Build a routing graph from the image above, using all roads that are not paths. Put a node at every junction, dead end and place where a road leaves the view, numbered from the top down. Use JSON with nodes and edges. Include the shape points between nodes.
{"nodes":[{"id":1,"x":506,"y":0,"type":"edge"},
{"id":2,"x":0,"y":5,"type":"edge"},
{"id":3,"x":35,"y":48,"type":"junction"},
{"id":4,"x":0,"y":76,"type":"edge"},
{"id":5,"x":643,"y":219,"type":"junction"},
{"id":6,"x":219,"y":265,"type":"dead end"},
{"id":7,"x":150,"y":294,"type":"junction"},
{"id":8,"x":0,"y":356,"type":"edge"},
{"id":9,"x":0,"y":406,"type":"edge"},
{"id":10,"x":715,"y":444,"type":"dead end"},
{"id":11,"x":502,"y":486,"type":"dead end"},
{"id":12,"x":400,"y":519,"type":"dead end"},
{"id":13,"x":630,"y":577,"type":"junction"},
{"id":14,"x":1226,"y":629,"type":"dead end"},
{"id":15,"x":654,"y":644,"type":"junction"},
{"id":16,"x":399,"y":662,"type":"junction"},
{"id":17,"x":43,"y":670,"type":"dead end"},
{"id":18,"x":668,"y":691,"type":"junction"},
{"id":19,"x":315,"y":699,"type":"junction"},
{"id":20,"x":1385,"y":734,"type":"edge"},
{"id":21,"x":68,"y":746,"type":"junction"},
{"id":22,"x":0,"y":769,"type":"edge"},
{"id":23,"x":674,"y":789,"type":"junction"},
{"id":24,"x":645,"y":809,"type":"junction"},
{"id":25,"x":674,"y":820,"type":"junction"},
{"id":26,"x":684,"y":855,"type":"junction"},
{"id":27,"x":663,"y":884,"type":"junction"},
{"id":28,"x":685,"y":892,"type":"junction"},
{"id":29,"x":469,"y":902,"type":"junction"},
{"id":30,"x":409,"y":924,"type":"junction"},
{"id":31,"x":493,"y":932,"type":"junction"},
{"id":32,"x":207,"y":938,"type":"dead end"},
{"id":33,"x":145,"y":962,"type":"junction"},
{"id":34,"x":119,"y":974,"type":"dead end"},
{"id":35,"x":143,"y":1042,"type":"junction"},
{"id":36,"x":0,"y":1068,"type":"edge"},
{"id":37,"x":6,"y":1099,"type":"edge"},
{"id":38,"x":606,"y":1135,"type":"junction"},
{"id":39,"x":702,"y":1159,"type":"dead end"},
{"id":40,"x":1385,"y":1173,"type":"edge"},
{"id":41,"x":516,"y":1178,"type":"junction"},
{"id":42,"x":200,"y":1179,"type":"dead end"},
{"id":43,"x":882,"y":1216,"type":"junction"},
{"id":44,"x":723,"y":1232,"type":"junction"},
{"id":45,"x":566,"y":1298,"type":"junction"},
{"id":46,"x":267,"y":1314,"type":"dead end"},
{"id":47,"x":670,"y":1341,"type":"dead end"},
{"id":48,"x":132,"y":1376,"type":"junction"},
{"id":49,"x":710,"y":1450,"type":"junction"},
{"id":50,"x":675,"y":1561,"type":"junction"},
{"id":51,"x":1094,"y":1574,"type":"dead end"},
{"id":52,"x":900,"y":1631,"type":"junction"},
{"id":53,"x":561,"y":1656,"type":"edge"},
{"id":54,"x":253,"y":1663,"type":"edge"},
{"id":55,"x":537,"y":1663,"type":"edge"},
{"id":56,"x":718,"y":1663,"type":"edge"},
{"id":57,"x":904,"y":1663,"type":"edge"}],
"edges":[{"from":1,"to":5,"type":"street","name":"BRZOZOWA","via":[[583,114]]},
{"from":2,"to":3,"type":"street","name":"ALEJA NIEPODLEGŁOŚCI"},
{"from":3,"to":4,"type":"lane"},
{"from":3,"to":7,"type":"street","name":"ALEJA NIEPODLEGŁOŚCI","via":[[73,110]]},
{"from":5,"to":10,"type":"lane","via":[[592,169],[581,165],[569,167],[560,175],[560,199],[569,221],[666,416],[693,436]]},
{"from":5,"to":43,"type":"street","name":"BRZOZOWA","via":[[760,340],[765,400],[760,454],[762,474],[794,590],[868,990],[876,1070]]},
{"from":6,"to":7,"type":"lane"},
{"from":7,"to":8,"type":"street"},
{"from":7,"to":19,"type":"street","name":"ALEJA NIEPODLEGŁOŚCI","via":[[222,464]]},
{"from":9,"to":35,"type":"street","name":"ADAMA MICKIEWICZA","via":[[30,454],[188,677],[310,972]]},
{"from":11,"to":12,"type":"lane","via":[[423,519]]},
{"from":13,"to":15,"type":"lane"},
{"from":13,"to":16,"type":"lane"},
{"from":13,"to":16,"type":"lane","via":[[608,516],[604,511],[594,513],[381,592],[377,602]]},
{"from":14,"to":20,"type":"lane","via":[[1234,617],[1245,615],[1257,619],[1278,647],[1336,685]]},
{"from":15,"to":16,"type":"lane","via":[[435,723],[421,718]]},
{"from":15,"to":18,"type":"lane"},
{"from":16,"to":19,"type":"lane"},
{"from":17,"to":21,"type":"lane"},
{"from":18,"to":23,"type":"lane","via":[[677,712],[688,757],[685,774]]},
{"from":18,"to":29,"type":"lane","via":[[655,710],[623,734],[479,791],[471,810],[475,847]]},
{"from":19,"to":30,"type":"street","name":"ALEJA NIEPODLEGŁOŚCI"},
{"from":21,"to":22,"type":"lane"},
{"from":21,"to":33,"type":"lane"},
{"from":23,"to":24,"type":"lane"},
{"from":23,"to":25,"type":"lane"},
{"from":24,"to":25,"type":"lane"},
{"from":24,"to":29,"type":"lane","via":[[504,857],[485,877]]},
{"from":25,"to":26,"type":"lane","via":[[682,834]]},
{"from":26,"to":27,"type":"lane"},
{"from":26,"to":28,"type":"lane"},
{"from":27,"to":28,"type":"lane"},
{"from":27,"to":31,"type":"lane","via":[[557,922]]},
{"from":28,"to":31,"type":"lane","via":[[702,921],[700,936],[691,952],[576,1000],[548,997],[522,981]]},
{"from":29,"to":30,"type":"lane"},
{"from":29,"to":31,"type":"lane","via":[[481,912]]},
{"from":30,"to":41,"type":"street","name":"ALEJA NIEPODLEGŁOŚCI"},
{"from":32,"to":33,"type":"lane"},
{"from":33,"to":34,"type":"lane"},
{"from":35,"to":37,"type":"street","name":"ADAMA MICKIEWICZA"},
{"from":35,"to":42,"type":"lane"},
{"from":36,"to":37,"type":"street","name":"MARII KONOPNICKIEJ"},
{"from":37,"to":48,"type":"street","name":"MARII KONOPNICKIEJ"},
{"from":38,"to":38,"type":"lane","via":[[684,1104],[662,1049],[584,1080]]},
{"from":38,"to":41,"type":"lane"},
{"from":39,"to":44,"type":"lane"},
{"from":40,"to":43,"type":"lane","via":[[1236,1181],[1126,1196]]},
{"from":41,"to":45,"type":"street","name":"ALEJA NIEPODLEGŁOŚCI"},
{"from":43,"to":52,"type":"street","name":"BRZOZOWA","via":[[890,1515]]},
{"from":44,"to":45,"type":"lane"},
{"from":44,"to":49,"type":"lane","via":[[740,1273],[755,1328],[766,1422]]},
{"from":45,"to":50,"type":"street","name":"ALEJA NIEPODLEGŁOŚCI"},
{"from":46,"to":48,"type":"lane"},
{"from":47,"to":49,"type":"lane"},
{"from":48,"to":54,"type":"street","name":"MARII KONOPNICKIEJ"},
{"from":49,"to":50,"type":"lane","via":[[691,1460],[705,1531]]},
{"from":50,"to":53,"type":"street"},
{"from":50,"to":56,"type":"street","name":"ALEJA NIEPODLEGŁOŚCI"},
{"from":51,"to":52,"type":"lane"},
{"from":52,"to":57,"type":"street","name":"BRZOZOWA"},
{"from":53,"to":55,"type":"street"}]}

++++++++++

WHAT IS EXPECTED:
When a line in the material above includes the word "MARII", copy that line.

RESULT:
{"from":36,"to":37,"type":"street","name":"MARII KONOPNICKIEJ"},
{"from":37,"to":48,"type":"street","name":"MARII KONOPNICKIEJ"},
{"from":48,"to":54,"type":"street","name":"MARII KONOPNICKIEJ"},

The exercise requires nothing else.